LRB-0536/P1
TJD:amn
2021 - 2022 LEGISLATURE
DOA:......Bollhorst, BB0131 - Disproportionate share hospital payment increase
For 2021-2023 Budget -- Not Ready For Introduction
An Act ...; relating to: the budget.
Analysis by the Legislative Reference Bureau
health and human services
Medical Assistance
Disproportionate share hospital payments
Current law requires DHS to make payments under the Medical Assistance program to hospitals that serve a disproportionate share of low-income patients. These hospitals are referred to as “disproportionate share hospitals,” and the payments are known as DSH payments. DHS must pay $27,500,000 in each fiscal year, cumulatively, as the state share of DSH payments and must also pay to the disproportionate share hospitals the amounts contributed by the federal government. For a hospital to receive a DSH payment under current law, the hospital must be a Wisconsin hospital providing a wide array of services that meets applicable requirements under federal law and for which at least 6 percent of all total inpatient days at the hospital are Medical Assistance recipients' inpatient days. Current law provides mechanisms for determining how DSH payments are distributed among eligible hospitals and imposes some limits on payments, including that no single hospital may receive more than $4,600,000 per fiscal year. This bill increases, if the state adopts the Medicaid expansion, the state share of the cumulative amount of DSH payments in a fiscal year to $47,500,000 and increases the single hospital limit to $7,950,000. The Medicaid expansion, as authorized under the Patient Protection and Affordable Care Act, allows a state to provide benefits under the Medicaid program to individuals who have an income up to 133 percent of the federal poverty line and who were previously ineligible for Medicaid, and in exchange, the Affordable Care Act then provides that the federal government pays an increased percentage of the cost of the benefits for those newly eligible individuals.

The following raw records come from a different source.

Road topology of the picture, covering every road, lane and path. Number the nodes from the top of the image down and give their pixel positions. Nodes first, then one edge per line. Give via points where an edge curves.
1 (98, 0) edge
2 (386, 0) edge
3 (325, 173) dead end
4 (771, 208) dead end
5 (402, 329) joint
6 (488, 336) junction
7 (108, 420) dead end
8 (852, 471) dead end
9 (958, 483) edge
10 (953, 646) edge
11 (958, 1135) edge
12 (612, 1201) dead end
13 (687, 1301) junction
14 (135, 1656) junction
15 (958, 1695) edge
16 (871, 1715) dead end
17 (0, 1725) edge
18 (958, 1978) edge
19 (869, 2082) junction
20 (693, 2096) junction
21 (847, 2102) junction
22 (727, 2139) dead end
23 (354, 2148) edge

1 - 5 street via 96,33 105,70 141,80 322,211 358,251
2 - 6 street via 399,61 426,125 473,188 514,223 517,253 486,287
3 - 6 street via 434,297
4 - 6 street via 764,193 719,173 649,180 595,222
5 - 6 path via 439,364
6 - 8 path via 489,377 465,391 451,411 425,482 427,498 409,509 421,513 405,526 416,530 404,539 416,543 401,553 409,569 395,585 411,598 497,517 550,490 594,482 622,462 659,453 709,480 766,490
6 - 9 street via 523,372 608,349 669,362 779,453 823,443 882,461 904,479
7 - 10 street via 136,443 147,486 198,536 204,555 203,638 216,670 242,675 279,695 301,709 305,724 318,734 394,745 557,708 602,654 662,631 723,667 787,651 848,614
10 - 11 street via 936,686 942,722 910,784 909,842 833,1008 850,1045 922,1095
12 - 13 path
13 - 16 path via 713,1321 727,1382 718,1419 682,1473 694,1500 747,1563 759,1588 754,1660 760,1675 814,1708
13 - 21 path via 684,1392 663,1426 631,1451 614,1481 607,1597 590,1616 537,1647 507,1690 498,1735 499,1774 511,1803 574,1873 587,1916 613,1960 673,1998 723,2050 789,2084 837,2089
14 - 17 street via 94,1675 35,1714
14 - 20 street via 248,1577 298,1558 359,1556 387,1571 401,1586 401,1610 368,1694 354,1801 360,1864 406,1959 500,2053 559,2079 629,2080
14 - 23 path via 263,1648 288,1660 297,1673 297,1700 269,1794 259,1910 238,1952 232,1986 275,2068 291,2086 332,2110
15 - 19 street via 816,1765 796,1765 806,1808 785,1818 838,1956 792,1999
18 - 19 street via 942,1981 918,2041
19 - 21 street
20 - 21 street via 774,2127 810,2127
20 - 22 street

The people of the state of Wisconsin, represented in senate and assembly, do enact as follows:
Section
1. 49.45 (3m) (a) (intro.) of the statutes is amended to read:
49.45 (3m) (a) (intro.) Subject to par. (c) (d) and notwithstanding sub. (3) (e), from the appropriations under s. 20.435 (4) (b) and (o), in each fiscal year, the department shall pay to hospitals that serve a disproportionate share of low-income patients an amount equal to the sum of $27,500,000, as the state share of payments, and the matching federal share of payments. The department may make a payment to a hospital under this subsection under the calculation method described in par. (b) if the hospital meets all of the following criteria:
****Note: I changed the cross-reference under this paragraph as I believe it was incorrect. If you do not want to correct this cross-reference, please advise and I will remove it from the draft.
Section
2. 49.45 (3m) (cm) of the statutes is created to read:
49.45
(3m) (cm) Notwithstanding the total amount of state share paid to hospitals under par. (a) and the limit paid to a single hospital under par. (b) 3. a., if the department has expanded eligibility under section 2001 (a) (1) (C) of the Patient Protection and Affordable Care Act, P.L.
111-148, for the Medical Assistance program under this subchapter, the department shall pay as the state share to hospitals $47,500,000 under par. (a) and pay no single hospital more than $7,950,000 under par. (b) 3. a.